Peter Burgess wrote:

> There can be activities to bring connectivity to the underserved, but it
> will never be done with the organizational and funding framework that
> dominates development space today. The technology is available. The
> people are available. But the business model and value chain being used
> does not optimize what is available and use it to support development,
> but organizes to reward investors and corporate management OR government
> and the repayment of WB/IMF debt.
> 
> The big corporate world has actually created a connectivity monster ...
> with $zillions of investment that now is unbelievably surplus to their
> needs and obsolete as well. To some extent we have a replay of the AT&T
> fiasco of the early 1980s when they suffered from an earlier version of
> the corporate obsolescence crisis.
> 
> If anyone wants to invest in solutions that use best technology and can
> deliver affordable connectivity in the SOUTH, I would like to hear from
> them.

Peter Burgess is right in zeroing in on the connectivity monster created
by the big corporate world, the "business model and value chain being
used". The globalization being promoted in the North marginalizes the
South by binding it with huge NON-PERFORMING LOANS that are
self-perpetuating and exponentially growing. The overall solution is to
convert those NPLs into investments in a technology that achieves
macrodynamic equilibrium between North and South. The North has a huge
surplus of producer goods and services (e.g. country-wide chains of
giant factories for producing hardware and software and giant
laboratories for research into innovative techniques). The South has a
huge deficit of consumer goods and services in that they are
UNDER-SERVED in connectivity (and in everything else needed for
survival).
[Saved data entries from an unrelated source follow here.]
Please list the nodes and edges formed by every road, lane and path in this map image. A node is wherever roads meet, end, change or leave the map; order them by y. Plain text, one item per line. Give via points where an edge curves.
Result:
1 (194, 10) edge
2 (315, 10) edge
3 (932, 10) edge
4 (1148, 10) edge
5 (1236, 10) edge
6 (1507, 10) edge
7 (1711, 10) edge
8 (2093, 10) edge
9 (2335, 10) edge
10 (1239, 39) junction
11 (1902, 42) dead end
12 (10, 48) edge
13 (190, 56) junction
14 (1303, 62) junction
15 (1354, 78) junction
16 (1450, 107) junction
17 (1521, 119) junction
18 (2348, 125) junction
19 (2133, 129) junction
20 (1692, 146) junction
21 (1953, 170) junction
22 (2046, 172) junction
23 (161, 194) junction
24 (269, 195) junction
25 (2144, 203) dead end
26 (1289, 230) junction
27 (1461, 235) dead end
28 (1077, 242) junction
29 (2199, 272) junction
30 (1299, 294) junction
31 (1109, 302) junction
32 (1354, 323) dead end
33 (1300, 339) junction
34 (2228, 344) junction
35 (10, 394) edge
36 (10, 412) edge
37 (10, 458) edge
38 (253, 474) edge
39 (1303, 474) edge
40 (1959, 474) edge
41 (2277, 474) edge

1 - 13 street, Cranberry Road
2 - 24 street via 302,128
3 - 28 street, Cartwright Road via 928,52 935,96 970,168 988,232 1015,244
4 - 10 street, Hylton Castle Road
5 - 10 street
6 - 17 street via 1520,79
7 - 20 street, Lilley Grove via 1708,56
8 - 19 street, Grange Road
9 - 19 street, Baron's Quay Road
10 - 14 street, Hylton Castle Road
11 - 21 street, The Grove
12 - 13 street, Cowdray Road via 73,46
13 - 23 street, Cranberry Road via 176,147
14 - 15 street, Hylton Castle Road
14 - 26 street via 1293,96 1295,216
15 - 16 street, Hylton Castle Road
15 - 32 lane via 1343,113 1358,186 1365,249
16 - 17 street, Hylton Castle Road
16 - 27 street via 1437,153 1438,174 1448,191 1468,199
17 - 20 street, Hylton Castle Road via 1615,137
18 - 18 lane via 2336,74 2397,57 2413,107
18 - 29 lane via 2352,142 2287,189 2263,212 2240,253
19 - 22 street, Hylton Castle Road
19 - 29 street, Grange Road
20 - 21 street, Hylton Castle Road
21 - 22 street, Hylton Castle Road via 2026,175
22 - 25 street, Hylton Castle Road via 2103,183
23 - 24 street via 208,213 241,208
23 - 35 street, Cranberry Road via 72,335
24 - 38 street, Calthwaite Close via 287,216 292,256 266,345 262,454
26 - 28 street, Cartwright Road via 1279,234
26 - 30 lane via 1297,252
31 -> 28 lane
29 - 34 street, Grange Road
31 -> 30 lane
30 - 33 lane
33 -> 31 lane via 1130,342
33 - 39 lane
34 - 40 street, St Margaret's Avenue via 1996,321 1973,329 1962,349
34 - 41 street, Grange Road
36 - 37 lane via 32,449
The South will not prioritize connectivity if they have prior
concerns for survival.

The overall solution has already been discussed here on GKD as early as
April 16, 1997 and for the succeeding 36 months. In 1999, it has already
been published as a book entitled "Macroeconomic Dynamics: An Essay in
Circulation Analysis" by B. Lonergan. My point now is that the best
technology that "can deliver affordable connectivity in the South" can
be deduced with precision from this MD-ECA.  (A review article entitled
"Macroeconomic Dynamics and the Work of Nations: Lonergan and Reich on
the Global Economy", by Paul Hoyt-O'Connor, appears on pages 111-131 of
"Method: Journal of Lonergan Studies" Vol 17 No. 2 for the Fall of
1999.)

This is in reply to the request for a solution from Peter Burgess.